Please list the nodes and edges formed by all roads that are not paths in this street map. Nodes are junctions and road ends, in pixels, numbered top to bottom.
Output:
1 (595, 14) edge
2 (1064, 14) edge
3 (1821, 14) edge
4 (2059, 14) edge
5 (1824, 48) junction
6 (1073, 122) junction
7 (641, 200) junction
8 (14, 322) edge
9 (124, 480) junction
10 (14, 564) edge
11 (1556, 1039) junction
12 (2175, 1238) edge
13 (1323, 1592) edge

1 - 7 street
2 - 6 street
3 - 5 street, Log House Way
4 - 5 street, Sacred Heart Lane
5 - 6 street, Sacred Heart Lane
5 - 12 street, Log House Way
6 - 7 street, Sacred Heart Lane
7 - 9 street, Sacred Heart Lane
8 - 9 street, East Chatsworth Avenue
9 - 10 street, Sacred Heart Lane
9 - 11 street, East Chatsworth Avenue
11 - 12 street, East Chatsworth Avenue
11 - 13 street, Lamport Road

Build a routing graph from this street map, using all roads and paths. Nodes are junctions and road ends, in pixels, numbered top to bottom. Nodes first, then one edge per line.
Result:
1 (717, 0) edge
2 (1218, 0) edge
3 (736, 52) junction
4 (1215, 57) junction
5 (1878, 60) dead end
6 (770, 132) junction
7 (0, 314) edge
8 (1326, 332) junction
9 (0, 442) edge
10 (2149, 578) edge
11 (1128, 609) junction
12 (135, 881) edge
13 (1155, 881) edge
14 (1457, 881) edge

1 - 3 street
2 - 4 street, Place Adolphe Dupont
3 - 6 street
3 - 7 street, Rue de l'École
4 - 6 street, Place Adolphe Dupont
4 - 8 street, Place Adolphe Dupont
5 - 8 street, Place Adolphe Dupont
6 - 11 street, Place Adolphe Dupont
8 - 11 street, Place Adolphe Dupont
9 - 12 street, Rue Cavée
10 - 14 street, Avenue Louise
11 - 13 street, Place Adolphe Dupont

Task:
Here the job is to transcribe the lines from the first line of the data through the line containing "Build a routing", inclusive, exactly and with nothing else.

Answer space:
Please list the nodes and edges formed by all roads that are not paths in this street map. Nodes are junctions and road ends, in pixels, numbered top to bottom.
Output:
1 (595, 14) edge
2 (1064, 14) edge
3 (1821, 14) edge
4 (2059, 14) edge
5 (1824, 48) junction
6 (1073, 122) junction
7 (641, 200) junction
8 (14, 322) edge
9 (124, 480) junction
10 (14, 564) edge
11 (1556, 1039) junction
12 (2175, 1238) edge
13 (1323, 1592) edge

1 - 7 street
2 - 6 street
3 - 5 street, Log House Way
4 - 5 street, Sacred Heart Lane
5 - 6 street, Sacred Heart Lane
5 - 12 street, Log House Way
6 - 7 street, Sacred Heart Lane
7 - 9 street, Sacred Heart Lane
8 - 9 street, East Chatsworth Avenue
9 - 10 street, Sacred Heart Lane
9 - 11 street, East Chatsworth Avenue
11 - 12 street, East Chatsworth Avenue
11 - 13 street, Lamport Road

Build a routing graph from this street map, using all roads and paths. Nodes are junctions and road ends, in pixels, numbered top to bottom. Nodes first, then one edge per line.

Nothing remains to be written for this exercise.